::: INFORMATION SHOWN :::
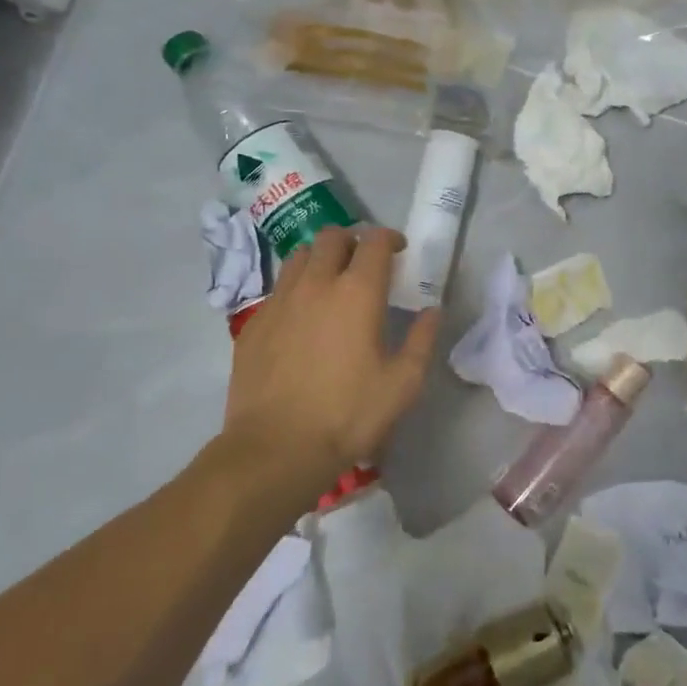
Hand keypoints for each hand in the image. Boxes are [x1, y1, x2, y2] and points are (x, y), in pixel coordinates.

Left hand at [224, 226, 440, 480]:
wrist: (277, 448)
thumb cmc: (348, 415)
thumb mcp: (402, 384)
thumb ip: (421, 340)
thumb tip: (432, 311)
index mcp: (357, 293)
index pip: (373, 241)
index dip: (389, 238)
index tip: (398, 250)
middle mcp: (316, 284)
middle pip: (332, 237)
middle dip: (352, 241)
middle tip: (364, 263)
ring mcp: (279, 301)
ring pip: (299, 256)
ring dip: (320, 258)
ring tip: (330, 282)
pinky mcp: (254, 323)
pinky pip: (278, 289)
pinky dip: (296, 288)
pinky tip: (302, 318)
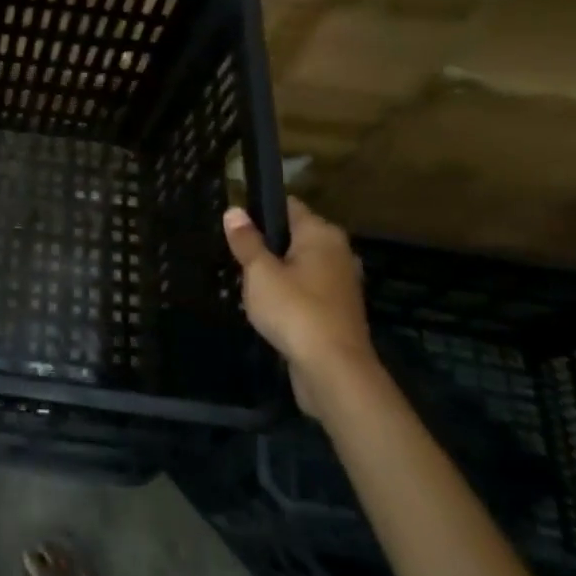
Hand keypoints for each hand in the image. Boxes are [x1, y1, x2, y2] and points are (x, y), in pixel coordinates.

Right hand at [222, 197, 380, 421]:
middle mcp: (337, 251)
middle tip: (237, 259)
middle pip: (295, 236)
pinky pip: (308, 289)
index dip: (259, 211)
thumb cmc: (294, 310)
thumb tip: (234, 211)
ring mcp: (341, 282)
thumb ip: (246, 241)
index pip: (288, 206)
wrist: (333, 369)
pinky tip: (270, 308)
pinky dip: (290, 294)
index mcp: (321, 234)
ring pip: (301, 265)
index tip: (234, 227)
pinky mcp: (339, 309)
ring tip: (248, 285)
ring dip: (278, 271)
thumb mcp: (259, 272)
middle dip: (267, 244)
:::
- _WHAT THIS TASK INVOLVES_: The data above must be copied exactly. Leave out the pictures.

- _TASK SOLUTION_:
Hand keypoints for each hand in the image. Boxes are [x1, y1, x2, y2] and points are (x, y), in pixel coordinates.

Left hand at [224, 226, 440, 480]:
wrist: (277, 448)
thumb cmc: (348, 415)
thumb mcp: (402, 384)
thumb ip: (421, 340)
thumb tip: (432, 311)
index mcp: (357, 293)
index pip: (373, 241)
index dip: (389, 238)
index tip: (398, 250)
middle mcp: (316, 284)
middle pip: (332, 237)
middle dip: (352, 241)
middle tip: (364, 263)
ring mcp: (279, 301)
ring pip: (299, 256)
ring dip: (320, 258)
ring tip: (330, 282)
pinky mcp: (254, 323)
pinky pip: (278, 289)
pinky dip: (296, 288)
pinky tip: (302, 318)
Hand keypoints for each hand in the image. Boxes are [x1, y1, x2, y2] and points are (x, y), in pixel coordinates.

Right hand at [222, 197, 380, 421]:
middle mcp: (337, 251)
middle tip: (237, 259)
middle pip: (295, 236)
pinky pip: (308, 289)
index dip: (259, 211)
thumb cmc: (294, 310)
thumb tip: (234, 211)
ring mcp: (341, 282)
thumb ip: (246, 241)
index pip: (288, 206)
wrist: (333, 369)
pinky tip: (270, 308)
pinky dip: (290, 294)
index mcp: (321, 234)
ring pip: (301, 265)
index tip: (234, 227)
pinky mcp: (339, 309)
ring tip: (248, 285)
ring dip: (278, 271)
thumb mcp: (259, 272)
middle dip: (267, 244)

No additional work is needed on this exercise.